Interesting, the incriminator look more like a pure spl sub? I'm not sure of their distribution in Canada also...I'll keep an eye out for them.


Sent from my iPhone using DIYMA


----------



## nepl29 (Mar 25, 2007)

Dynaudio Esotar2 1200. I know at least 5 guys that are running them IB. I love mines.


----------



## Sound Suggestions (Dec 5, 2010)

nepl29 said:


> Dynaudio Esotar2 1200. I know at least 5 guys that are running them IB. I love mines.


Yeah they are also on my short list, just a little on the expensive side. Do they also make a 15" version? That would be great, guest it's time to check out their website...also is 1x15" in IB enough sub to get the mojo going? 


Sent from my iPhone using DIYMA


----------



## fish (Jun 30, 2007)

Acoustic Elegance 

AE Speakers --- Superb Quality, Unforgettable Performance, Definitely.


----------



## fish (Jun 30, 2007)

Thumper26 said:


> Incriminator Audio Flatlyne. Period. Andy Jones replaced a world championship winning IDMax sub install to go to the Incriminators, and then won again. Robert Petty, Steve Cook, all Incriminator. Nick is a cool guy too and really smart. This sub was built specifically for IB, and the power rating shown is the power rating while being used IB. These things are amazing.



Did he change the parameters from what they are standard to make them more IB compatible?


----------



## BuickGN (May 29, 2009)

Lots of recent threads on this topic. Use your IDMax. Its a great sub for IB. It will dig deeper more effortlessly than it does now with the same Spl and less than half the power required. It will sound "quicker" tighter and dig deeper. 500w would be more than enough.

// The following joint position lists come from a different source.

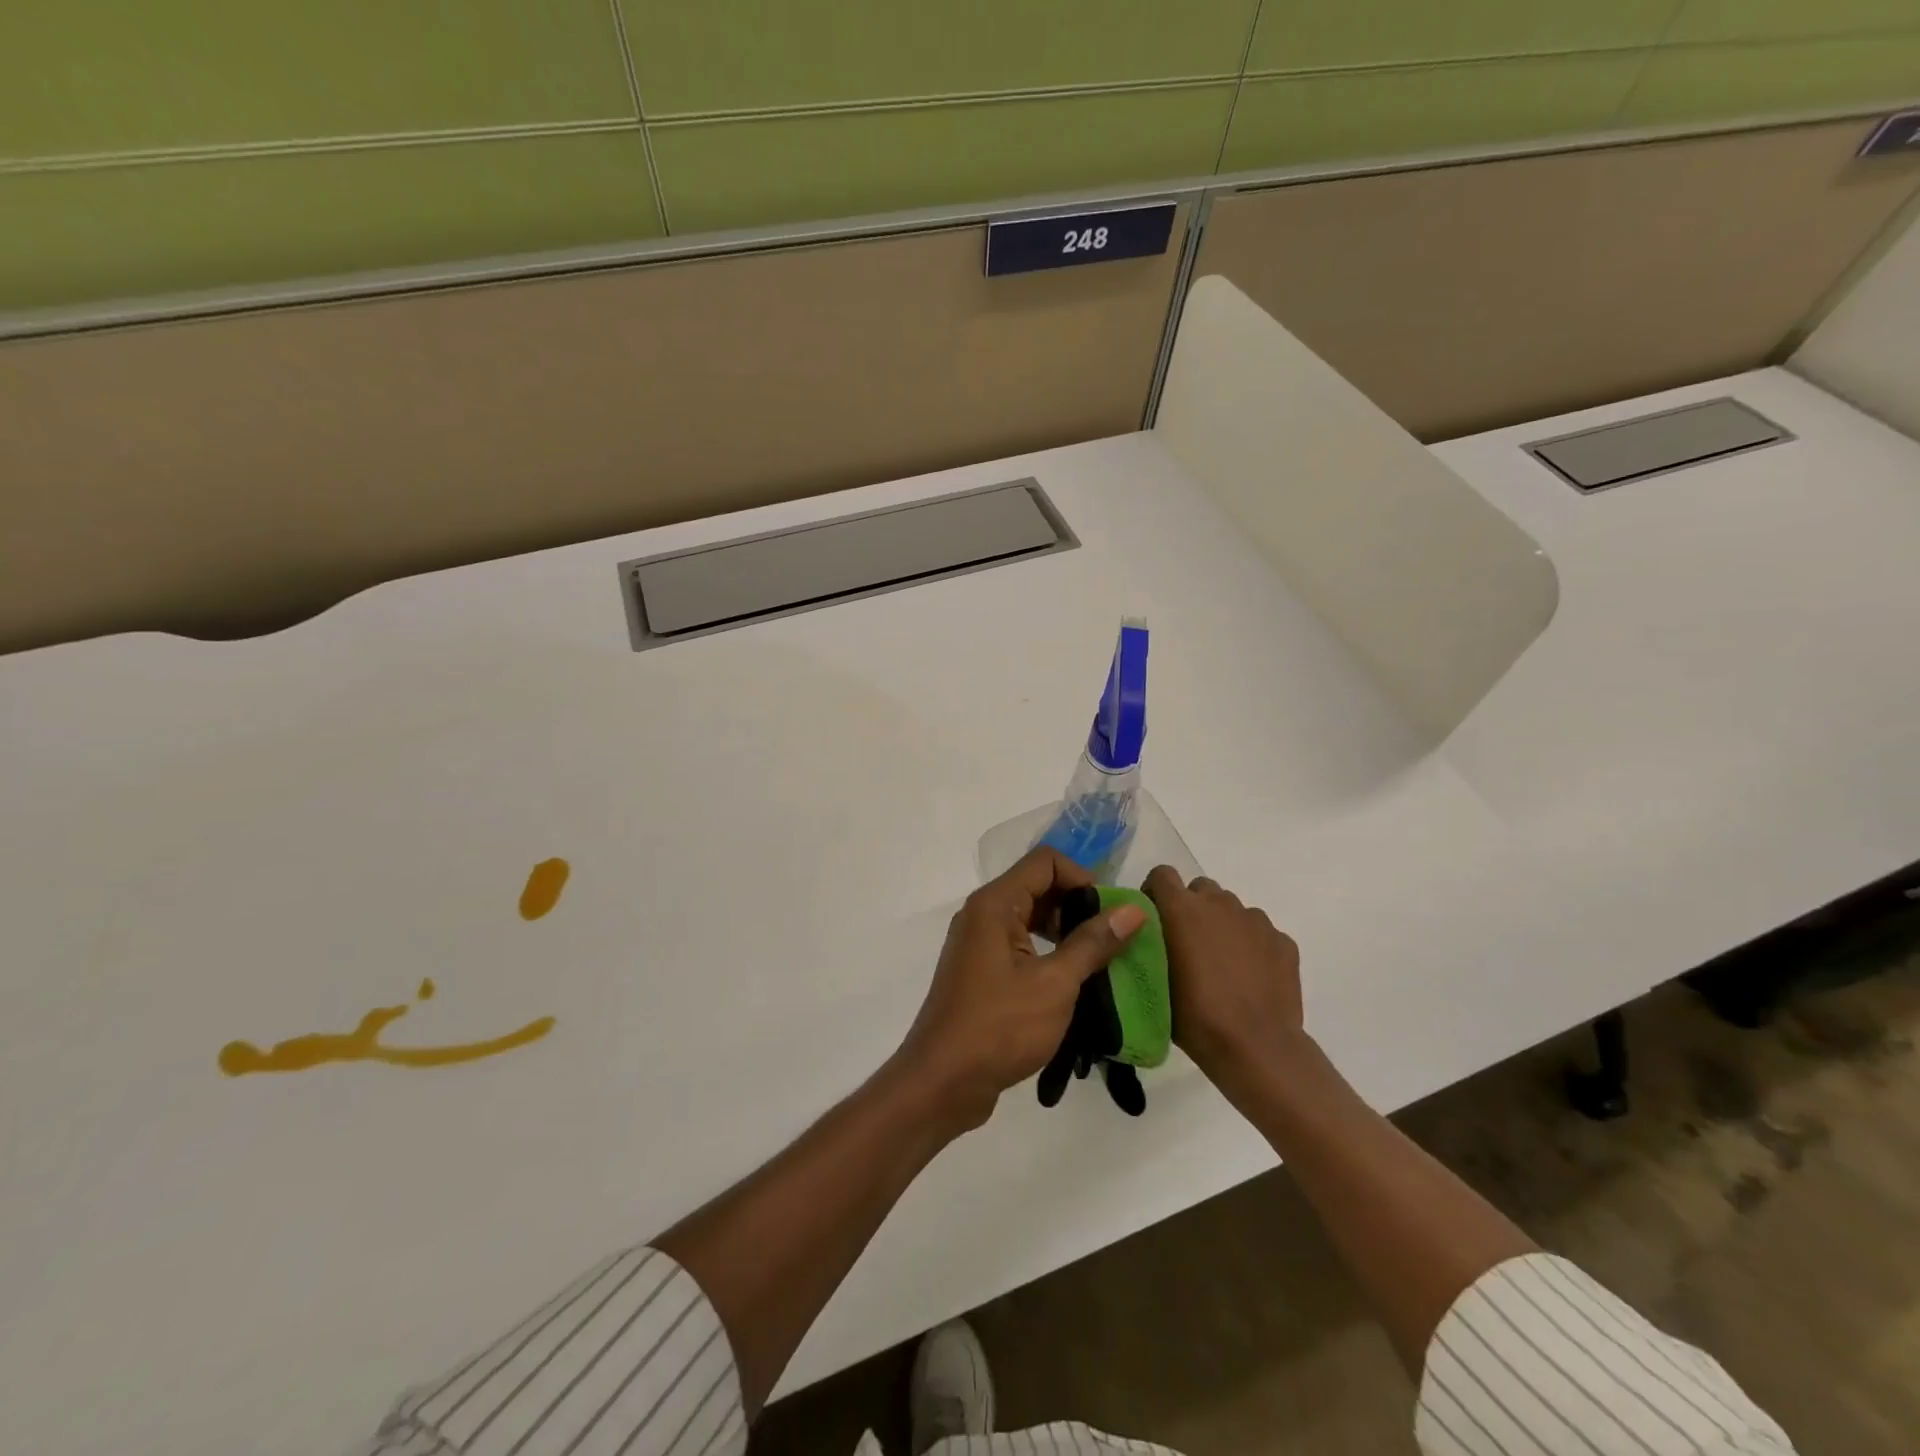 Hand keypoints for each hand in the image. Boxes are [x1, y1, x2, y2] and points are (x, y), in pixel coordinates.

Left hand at [898, 847, 1146, 1131]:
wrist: (942, 1082)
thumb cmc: (999, 1027)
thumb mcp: (1055, 984)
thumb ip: (1093, 943)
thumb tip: (1133, 910)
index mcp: (995, 904)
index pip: (1045, 862)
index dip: (1083, 878)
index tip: (1110, 914)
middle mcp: (983, 914)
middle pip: (1038, 887)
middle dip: (1078, 906)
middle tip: (1111, 941)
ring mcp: (979, 943)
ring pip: (1030, 918)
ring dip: (1066, 933)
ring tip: (1097, 965)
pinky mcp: (981, 971)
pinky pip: (1020, 945)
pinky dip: (1048, 954)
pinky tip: (1072, 984)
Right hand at [1143, 867, 1303, 1085]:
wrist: (1256, 1047)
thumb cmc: (1195, 1016)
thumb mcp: (1154, 979)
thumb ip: (1152, 945)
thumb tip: (1152, 937)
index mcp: (1182, 909)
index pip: (1162, 874)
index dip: (1156, 892)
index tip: (1154, 919)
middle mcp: (1219, 903)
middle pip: (1200, 889)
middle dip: (1192, 909)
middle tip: (1188, 944)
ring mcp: (1256, 920)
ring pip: (1232, 910)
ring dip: (1223, 927)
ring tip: (1223, 965)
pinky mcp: (1283, 941)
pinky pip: (1260, 933)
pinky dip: (1253, 947)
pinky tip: (1251, 978) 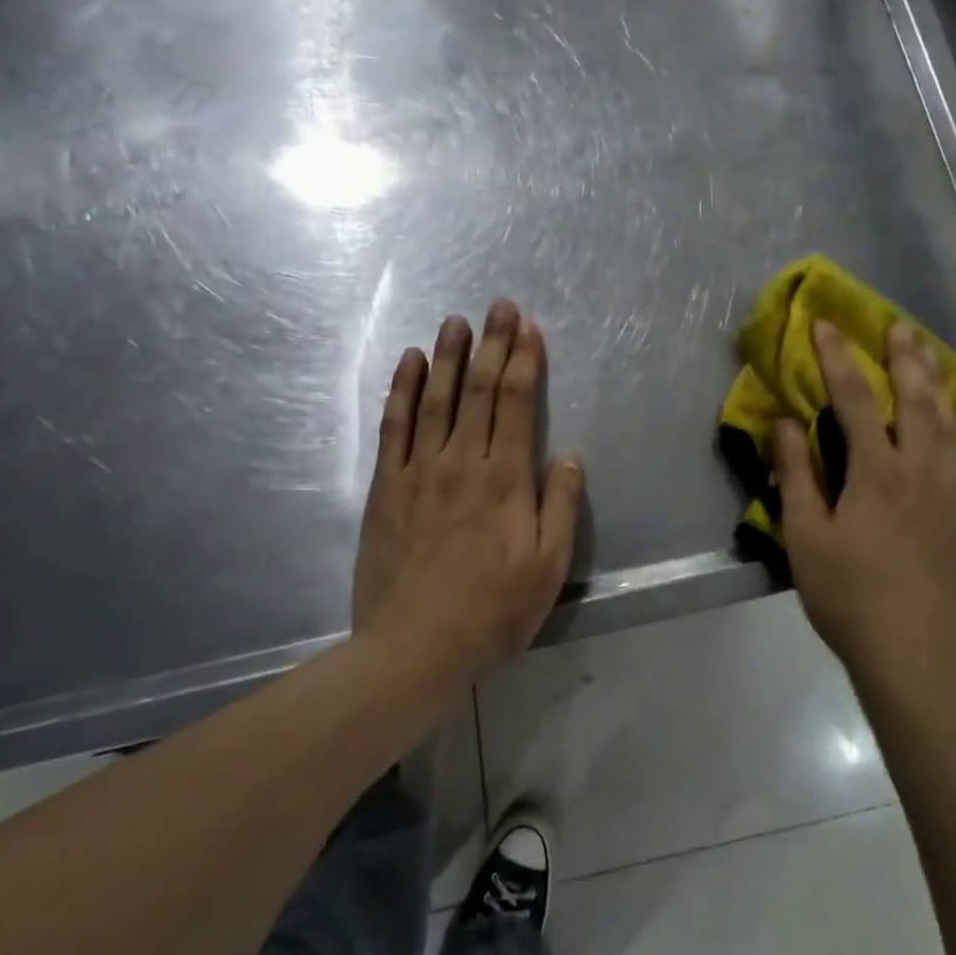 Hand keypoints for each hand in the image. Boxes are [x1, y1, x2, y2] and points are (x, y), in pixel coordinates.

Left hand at [352, 301, 585, 685]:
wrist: (414, 648)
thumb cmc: (492, 610)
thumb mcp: (548, 567)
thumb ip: (560, 505)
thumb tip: (569, 455)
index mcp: (505, 479)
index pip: (517, 404)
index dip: (524, 361)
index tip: (528, 328)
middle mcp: (462, 461)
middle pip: (478, 390)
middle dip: (492, 343)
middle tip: (499, 306)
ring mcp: (419, 470)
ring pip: (436, 398)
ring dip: (447, 354)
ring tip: (456, 319)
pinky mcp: (386, 486)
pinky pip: (394, 426)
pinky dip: (402, 389)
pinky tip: (409, 362)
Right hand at [774, 320, 955, 684]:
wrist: (914, 651)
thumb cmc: (847, 594)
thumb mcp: (805, 536)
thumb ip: (797, 474)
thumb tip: (786, 421)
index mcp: (875, 472)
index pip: (855, 400)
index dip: (838, 359)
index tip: (826, 325)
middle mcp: (919, 469)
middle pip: (915, 400)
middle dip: (904, 358)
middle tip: (897, 325)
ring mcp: (950, 490)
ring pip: (949, 421)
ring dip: (939, 381)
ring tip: (932, 352) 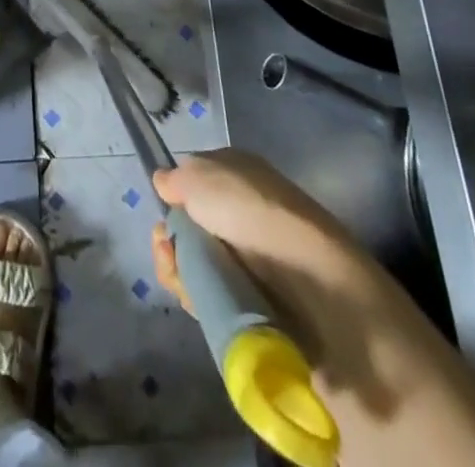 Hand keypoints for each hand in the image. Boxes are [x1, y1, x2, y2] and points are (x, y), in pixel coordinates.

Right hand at [150, 150, 379, 316]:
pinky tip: (198, 300)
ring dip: (180, 272)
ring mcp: (249, 258)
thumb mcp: (201, 176)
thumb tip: (164, 183)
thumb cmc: (251, 212)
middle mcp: (242, 211)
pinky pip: (212, 295)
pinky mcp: (254, 299)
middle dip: (170, 242)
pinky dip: (199, 298)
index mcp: (236, 173)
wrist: (311, 282)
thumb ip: (175, 178)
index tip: (163, 214)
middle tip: (169, 252)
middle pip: (189, 228)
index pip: (192, 184)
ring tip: (185, 281)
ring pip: (196, 263)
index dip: (173, 200) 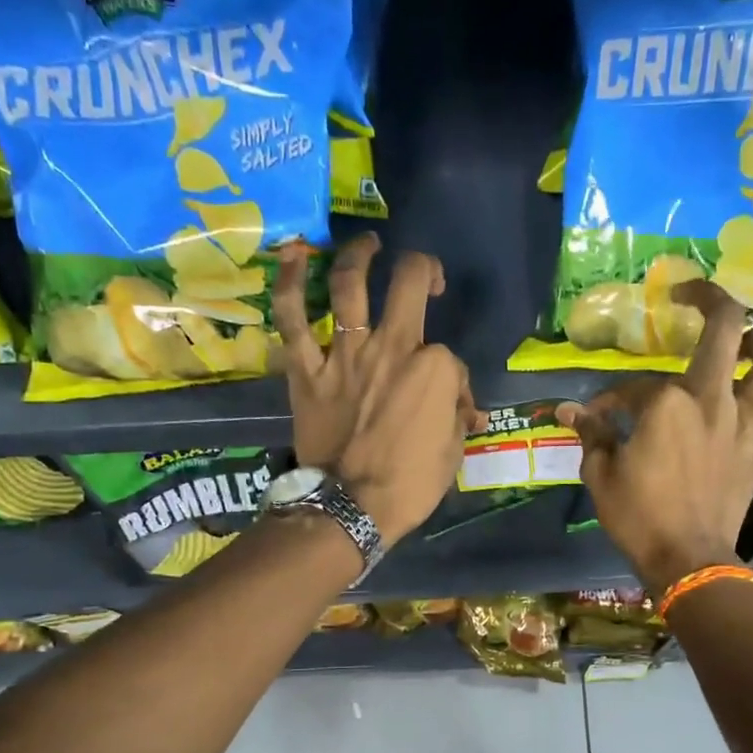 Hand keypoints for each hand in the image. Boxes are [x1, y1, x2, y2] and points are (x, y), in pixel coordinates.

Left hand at [271, 234, 481, 545]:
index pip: (448, 355)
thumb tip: (463, 405)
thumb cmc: (411, 485)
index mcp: (435, 369)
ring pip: (349, 284)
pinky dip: (289, 283)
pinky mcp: (307, 369)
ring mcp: (346, 354)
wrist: (351, 508)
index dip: (451, 376)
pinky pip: (293, 318)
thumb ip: (457, 416)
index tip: (448, 400)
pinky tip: (294, 254)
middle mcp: (392, 347)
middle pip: (407, 284)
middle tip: (422, 275)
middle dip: (421, 269)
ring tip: (367, 245)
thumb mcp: (453, 452)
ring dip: (359, 255)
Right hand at [558, 281, 752, 596]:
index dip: (611, 398)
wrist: (686, 559)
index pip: (634, 385)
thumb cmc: (638, 517)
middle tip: (691, 296)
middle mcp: (712, 400)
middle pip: (727, 330)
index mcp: (667, 402)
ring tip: (749, 345)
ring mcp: (745, 424)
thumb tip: (568, 411)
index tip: (597, 416)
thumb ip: (591, 434)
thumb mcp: (600, 474)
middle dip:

As for the best IB subs, I think the Max is up there. The W6/7 sounds amazing IB. Morel Ultimo, Pyle 15 (the $40 one), Fi IB3. Just about any sub that works well sealed will work well or even better IB. The Acoustic Elegance IB15 is one of the best IB subs out there and would be my choice no matter wbat the goals are. My IB15s get stupid loud off of 250w each.


----------



## nepl29 (Mar 25, 2007)

Sound Suggestions said:


> Yeah they are also on my short list, just a little on the expensive side. Do they also make a 15" version? That would be great, guest it's time to check out their website...also is 1x15" in IB enough sub to get the mojo going?
> 
> 
> Sent from my iPhone using DIYMA


They one have a 12" version. If you can afford, it i highly suggest getting these http://www.diymobileaudio.com/forum/car-audio-classifieds/136118-fs-dyn-esotar-1200-subs.html 

1 15" is good, even 1 12" is good as long as you not a bass head.


----------



## BuickGN (May 29, 2009)

Sound Suggestions said:


> Yeah they are also on my short list, just a little on the expensive side. Do they also make a 15" version? That would be great, guest it's time to check out their website...also is 1x15" in IB enough sub to get the mojo going?
> 
> 
> Sent from my iPhone using DIYMA


The same sub in IB and sealed will have the same output potential but the IB setup will require much less power. If the one 15 is satisfactory sealed, it will ne satisfactory IB.


----------



## Sound Suggestions (Dec 5, 2010)

fish said:


> Acoustic Elegance
> 
> AE Speakers --- Superb Quality, Unforgettable Performance, Definitely.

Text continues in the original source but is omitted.